All/Any Implementation in SQL alongside IN

90 views Asked by At

Hello I need to implement few Queries via dapper on a structure similar to below pseudocode.

// Tags
[{id: 1, name: "Tech"}, {id: 2, name: "SQL"}, {id: 3, name: "C#"}]

// BlogPost [
{
  Id: 1
  Tags: [1, 2] // Tech, Sql
},
{
   Id: 2,
   Tags: [1,3] // Tech, C#  
},
{
   Id: 3,
   Tags: [1,2,3] // Text, Sql, C#
}]

Given this query

SELECT 
    [Blogpost].*
From BlogPost blogPost
    LEFT JOIN BlogPostTags tags ON tags.blogId = blogPost.Id
WHERE blogpost.Tags IN (1,2)

Running above query i would expect this result. [{blogId: 1}, {blogId: 2}, {BlogId: 3}]

  • I need to obtain a result looking like [{blogId: 1}] given the same parameters (1,2) in above query.

  • Also I need to obtain a result like post [{blogId: 1}, {BlogId: 3}] given the parameters (1,2) in above query.

Does sql (MSSQL) have any nifty way to obtain these result?

Or how could I obtain these result in performant manner as I would have more joins in the actual query?

Thanks!

2

There are 2 answers

1
Charlieface On BEST ANSWER

A "Contains Any" is just a simple EXISTS query.

var tagIds = new[]{ 1, 2, };

using connection = GetConnection();
const string query = @"
SELECT 
    bp.*
FROM BlogPost bp
WHERE EXISTS (SELECT 1
    FROM BlogPostTags tags
    WHERE tags.blogId = bp.Id
      AND tags.Id IN @tags
);

var results = await connection.QueryAsync<BlogPost>(query, new { tags, });

For the other two requirements, these are classic Relational Division, one being With Remainder, the other being Without Remainder.

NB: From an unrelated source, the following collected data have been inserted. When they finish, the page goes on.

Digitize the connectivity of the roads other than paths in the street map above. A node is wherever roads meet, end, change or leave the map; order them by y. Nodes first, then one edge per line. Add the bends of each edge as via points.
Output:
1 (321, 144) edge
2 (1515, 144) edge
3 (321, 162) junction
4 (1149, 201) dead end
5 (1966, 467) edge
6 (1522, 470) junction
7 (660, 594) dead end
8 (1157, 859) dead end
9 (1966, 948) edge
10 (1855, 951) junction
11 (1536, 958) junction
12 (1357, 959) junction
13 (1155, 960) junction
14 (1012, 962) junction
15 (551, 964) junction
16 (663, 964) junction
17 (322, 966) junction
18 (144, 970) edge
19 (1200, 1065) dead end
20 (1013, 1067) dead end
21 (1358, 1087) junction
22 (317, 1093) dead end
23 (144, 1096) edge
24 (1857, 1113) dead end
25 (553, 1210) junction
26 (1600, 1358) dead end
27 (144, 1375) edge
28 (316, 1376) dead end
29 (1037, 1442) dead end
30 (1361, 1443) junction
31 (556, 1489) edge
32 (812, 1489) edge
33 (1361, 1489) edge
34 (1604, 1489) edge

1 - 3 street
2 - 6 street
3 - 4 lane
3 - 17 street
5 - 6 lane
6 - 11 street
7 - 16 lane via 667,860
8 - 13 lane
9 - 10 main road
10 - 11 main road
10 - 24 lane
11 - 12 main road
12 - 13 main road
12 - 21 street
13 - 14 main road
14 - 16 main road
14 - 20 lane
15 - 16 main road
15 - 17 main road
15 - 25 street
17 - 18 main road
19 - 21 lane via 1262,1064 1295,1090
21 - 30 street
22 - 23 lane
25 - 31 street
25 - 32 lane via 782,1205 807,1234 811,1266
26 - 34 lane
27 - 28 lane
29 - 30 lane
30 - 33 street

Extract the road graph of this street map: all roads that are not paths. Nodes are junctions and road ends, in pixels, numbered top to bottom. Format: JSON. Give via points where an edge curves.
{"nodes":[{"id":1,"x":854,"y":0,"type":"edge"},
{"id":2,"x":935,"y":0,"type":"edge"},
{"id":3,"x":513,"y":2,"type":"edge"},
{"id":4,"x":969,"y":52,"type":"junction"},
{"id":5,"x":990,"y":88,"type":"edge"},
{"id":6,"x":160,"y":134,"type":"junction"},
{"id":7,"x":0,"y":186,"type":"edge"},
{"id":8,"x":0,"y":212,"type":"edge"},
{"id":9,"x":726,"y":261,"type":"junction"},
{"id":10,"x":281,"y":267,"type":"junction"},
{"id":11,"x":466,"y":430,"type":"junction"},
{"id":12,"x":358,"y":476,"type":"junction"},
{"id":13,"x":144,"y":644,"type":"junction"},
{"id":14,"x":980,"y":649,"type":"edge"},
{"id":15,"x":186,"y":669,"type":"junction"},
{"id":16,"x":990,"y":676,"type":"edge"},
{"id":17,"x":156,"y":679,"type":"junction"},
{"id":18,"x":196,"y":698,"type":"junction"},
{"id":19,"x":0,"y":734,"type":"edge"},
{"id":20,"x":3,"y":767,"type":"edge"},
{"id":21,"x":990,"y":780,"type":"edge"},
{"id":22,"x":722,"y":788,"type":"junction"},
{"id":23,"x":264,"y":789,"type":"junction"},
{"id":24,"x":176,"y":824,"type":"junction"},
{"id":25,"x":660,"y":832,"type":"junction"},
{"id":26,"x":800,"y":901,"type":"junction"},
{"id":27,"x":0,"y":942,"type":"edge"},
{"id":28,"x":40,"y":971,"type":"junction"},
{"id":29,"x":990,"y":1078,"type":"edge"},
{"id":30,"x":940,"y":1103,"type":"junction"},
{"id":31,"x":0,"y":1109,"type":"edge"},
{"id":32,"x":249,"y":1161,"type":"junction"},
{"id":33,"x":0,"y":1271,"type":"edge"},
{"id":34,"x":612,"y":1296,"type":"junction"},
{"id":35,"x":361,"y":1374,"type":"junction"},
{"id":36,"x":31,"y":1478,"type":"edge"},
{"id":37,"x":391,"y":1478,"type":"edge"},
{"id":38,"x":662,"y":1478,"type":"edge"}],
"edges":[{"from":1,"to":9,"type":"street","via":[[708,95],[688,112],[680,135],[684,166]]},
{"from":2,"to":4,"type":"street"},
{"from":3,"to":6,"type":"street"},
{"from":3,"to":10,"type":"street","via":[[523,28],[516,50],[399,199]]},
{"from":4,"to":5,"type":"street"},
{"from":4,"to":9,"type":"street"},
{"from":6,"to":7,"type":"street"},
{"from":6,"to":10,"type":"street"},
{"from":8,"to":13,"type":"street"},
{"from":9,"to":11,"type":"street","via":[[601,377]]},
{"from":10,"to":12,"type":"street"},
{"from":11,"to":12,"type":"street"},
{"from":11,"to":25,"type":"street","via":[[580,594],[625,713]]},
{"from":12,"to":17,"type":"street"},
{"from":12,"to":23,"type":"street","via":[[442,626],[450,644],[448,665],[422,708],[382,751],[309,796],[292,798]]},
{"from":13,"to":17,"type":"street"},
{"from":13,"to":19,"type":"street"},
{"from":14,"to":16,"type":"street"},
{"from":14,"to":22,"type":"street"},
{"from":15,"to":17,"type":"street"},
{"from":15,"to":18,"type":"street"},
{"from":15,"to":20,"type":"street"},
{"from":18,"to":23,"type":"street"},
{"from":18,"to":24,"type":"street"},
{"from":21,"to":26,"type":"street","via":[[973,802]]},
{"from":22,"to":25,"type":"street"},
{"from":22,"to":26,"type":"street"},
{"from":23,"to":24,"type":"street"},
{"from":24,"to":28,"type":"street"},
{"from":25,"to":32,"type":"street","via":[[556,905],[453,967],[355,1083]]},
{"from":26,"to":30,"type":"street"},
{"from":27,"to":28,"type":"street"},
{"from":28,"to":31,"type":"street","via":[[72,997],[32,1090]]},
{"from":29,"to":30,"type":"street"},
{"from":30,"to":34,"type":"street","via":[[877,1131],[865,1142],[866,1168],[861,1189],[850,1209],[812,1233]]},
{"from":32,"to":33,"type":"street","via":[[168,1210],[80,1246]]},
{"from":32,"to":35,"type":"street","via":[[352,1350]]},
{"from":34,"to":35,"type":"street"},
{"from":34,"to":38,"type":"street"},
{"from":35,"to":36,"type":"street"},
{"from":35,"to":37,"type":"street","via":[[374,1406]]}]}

For With Remainder, just do an EXISTS join, along with a grouped HAVING checking that all of them exist.

var tagIds = new[]{ 1, 2, };

using connection = GetConnection();
const string query = @"
SELECT 
    bp.*
FROM BlogPost bp
WHERE EXISTS (SELECT 1
    FROM BlogPostTags tags
    WHERE tags.blogId = bp.Id
      AND tags.Id IN @tags
    HAVING COUNT(*) = @count   -- are all input matched?
);

var results = await connection.QueryAsync<BlogPost>(query, new { tags, count = tags.Length });

For Without Remainder, it's similar, but you need to look for all tags, and then check in the HAVING that the only ones that match are the ones you are looking for.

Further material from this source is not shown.